4. The optical head device as set forth in claim 2, wherein:

a region of the birefringent layer to be situated within a light flux of the light incident on the depolarizing element is divided into a plurality of areas such that polarized states of light transmitting through adjacent ones of the areas are made different from each other.

5. The optical head device as set forth in claim 4, wherein the region is radially divided so that the areas are arranged around an optical axis of the optical path as a center, such that the polarized states of light transmitting through the areas become identical at a cycle of 360/j degrees in a circumferential direction as to the optical axis (j is an integer of 2 or more).

6. The optical head device as set forth in claim 4, wherein:

the region is divided so that the areas are arranged concentrically with an optical axis of the optical path as a center.

7. The optical head device as set forth in claim 4, wherein:

a relationship (1) is satisfied when the polarized states of the light transmitting through the adjacent ones of the areas are respectively represented as (1, S10, S20, S30) and (1, S11, S21, S31) by using a normalized Stokes parameter (S0k=1, S1k, S2k, S3k): 0<(S10−S11)2+(S20−S21)2+(S30−S31)2≦3  (1).

8. The optical head device as set forth in claim 4, wherein:

a relationship (2) is satisfied when the polarized states of the light transmitting through ones of the areas which are shifted from each other by approximately 90 degrees in a circumferential direction as to the optical axis are respectively represented as (1, S13, S23, S33) and (1, S14, S24, S34) by using a normalized Stokes parameter (S0k=1, S1k, S2k, S3k): 2≦(S13−S14)2+(S23−S24)2+(S33−S34)2≦4  (2).

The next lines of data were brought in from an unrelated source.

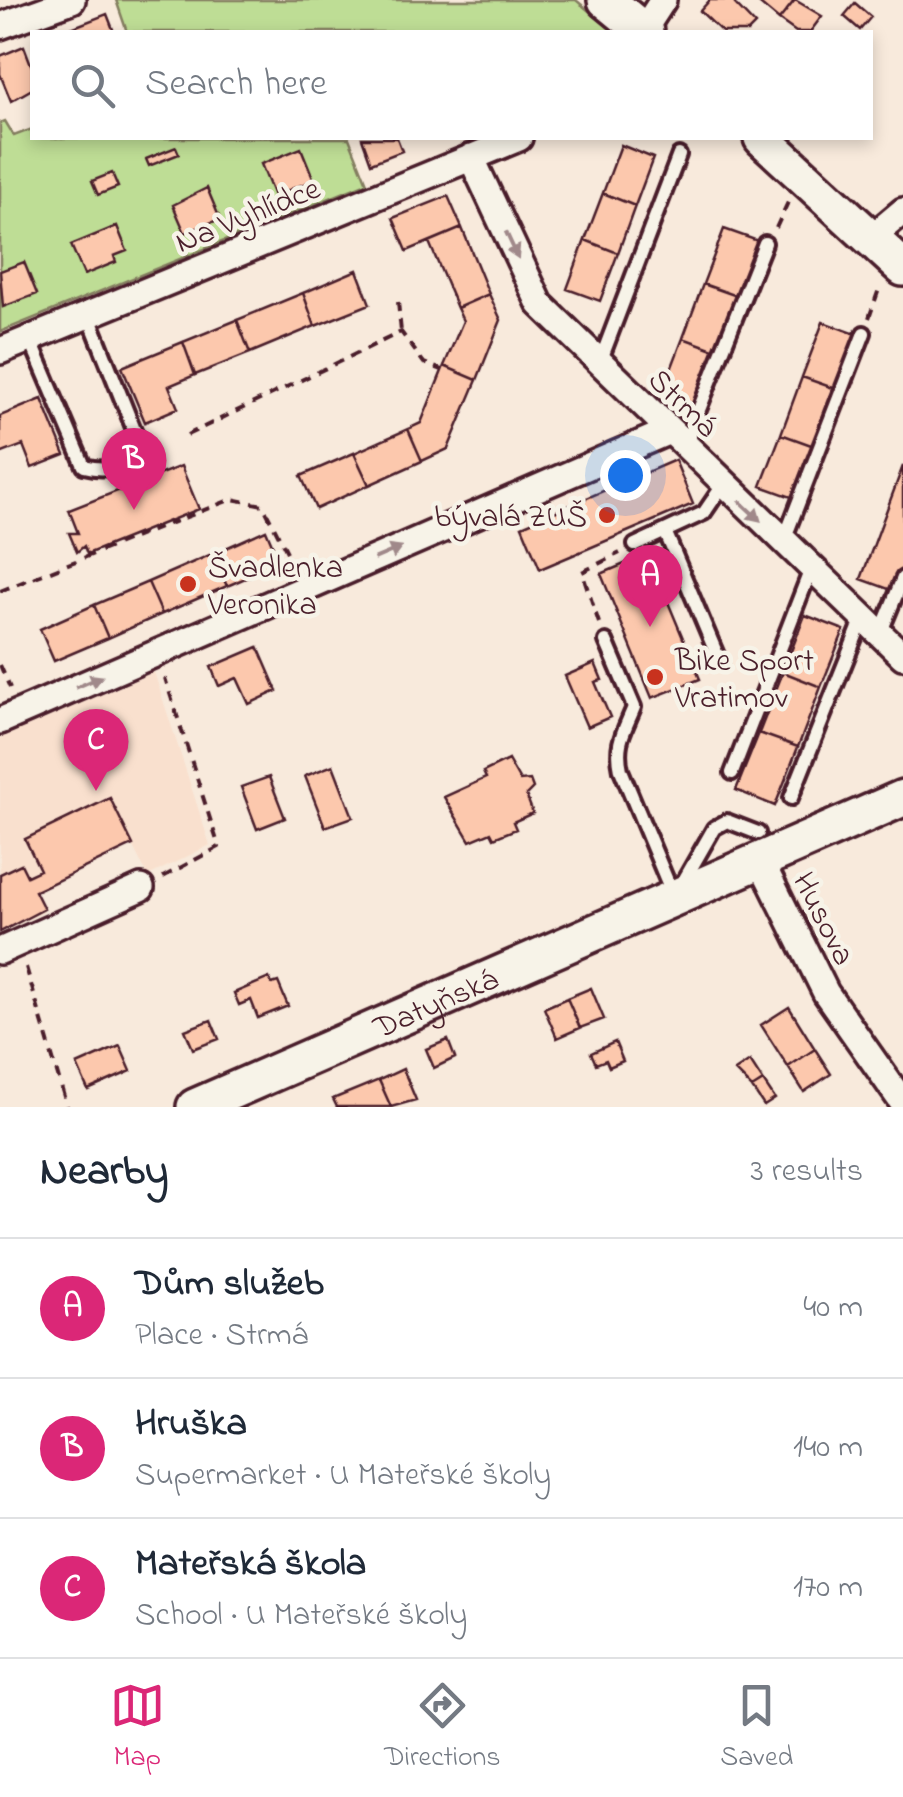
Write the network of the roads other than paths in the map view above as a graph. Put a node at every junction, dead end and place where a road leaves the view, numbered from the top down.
1 (72, 0) edge
2 (606, 0) edge
3 (663, 0) edge
4 (0, 26) edge
5 (642, 30) edge
6 (645, 30) edge
7 (514, 140) edge
8 (764, 140) edge
9 (679, 154) dead end
10 (471, 157) junction
11 (903, 211) edge
12 (765, 243) road end
13 (889, 254) edge
14 (88, 314) junction
15 (864, 332) road end
16 (30, 338) junction
17 (0, 351) edge
18 (599, 364) junction
19 (675, 440) junction
20 (722, 485) junction
21 (665, 531) junction
22 (783, 542) junction
23 (635, 545) road end
24 (811, 569) junction
25 (903, 578) edge
26 (872, 626) junction
27 (606, 642) road end
28 (903, 656) edge
29 (720, 662) dead end
30 (0, 721) edge
31 (732, 773) dead end
32 (791, 798) dead end
33 (903, 798) edge
34 (759, 847) junction
35 (141, 888) road end
36 (674, 898) junction
37 (10, 947) edge
38 (903, 1103) edge
39 (195, 1107) edge

1 - 4 street
2 - 5 main road
3 - 6 street
7 - 10 street, Na Vyhlídce
8 - 13 main road
9 - 18 lane
10 - 14 street, Na Vyhlídce
10 -> 18 street, Strmá
11 - 13 street
12 - 19 lane
14 - 16 street, Na Vyhlídce
14 - 16 lane
15 - 22 lane
16 - 17 street, Na Vyhlídce
18 - 19 street, Strmá
19 - 20 street, Strmá
30 -> 19 street
20 - 21 lane
20 -> 22 street, Strmá
21 - 23 lane
21 - 29 lane
22 - 24 street, Strmá
24 - 26 street, Strmá
24 - 31 lane
25 - 26 lane
26 - 28 street, Strmá
26 - 32 lane
27 - 36 lane
33 - 34 main road, Datyňská
34 - 36 main road, Datyňská
34 - 36 lane
34 - 38 street, Husova
35 - 37 street
36 - 39 main road, Datyňská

9. The optical head device as set forth in claim 4, wherein:

an interval between centers of the areas falls within a range from 30 μm to 3 mm; and

optic axes in each of the areas are directed radially or concentrically.

10. The optical head device as set forth in claim 4, wherein:

the phase difference in the birefringent layer is constant; and

the optic axis of the birefringent layer is directed radially or concentrically with respect to an optical axis of the optical path as a center.

11. The optical head device as set forth in claim 4, wherein:

a phase difference of the birefringent layer is an odd multiple of one-half of a wavelength of the returned light incident on the depolarizing element.

12. The optical head device as set forth in claim 5, wherein:

the birefringent layer is divided into 4 areas each of which has an area corresponding to 90 degrees in the circumferential direction of the birefringent layer; and

optic axes of adjacent ones of the areas are angled by 90 degrees from each other, and angled by 45 degrees from a polarized direction of the returned light incident on the depolarizing element.

13. The optical head device as set forth in claim 4, wherein:

the region is divided into a first area arranged concentrically with an optical axis of the optical path, and a second area which is an area other than the first area.

14. The optical head device as set forth in claim 4, wherein:

the region is divided into a first area and a second area which are arranged symmetrically with an optical axis of the optical path, and a third area which is an area other than the first area and the second area.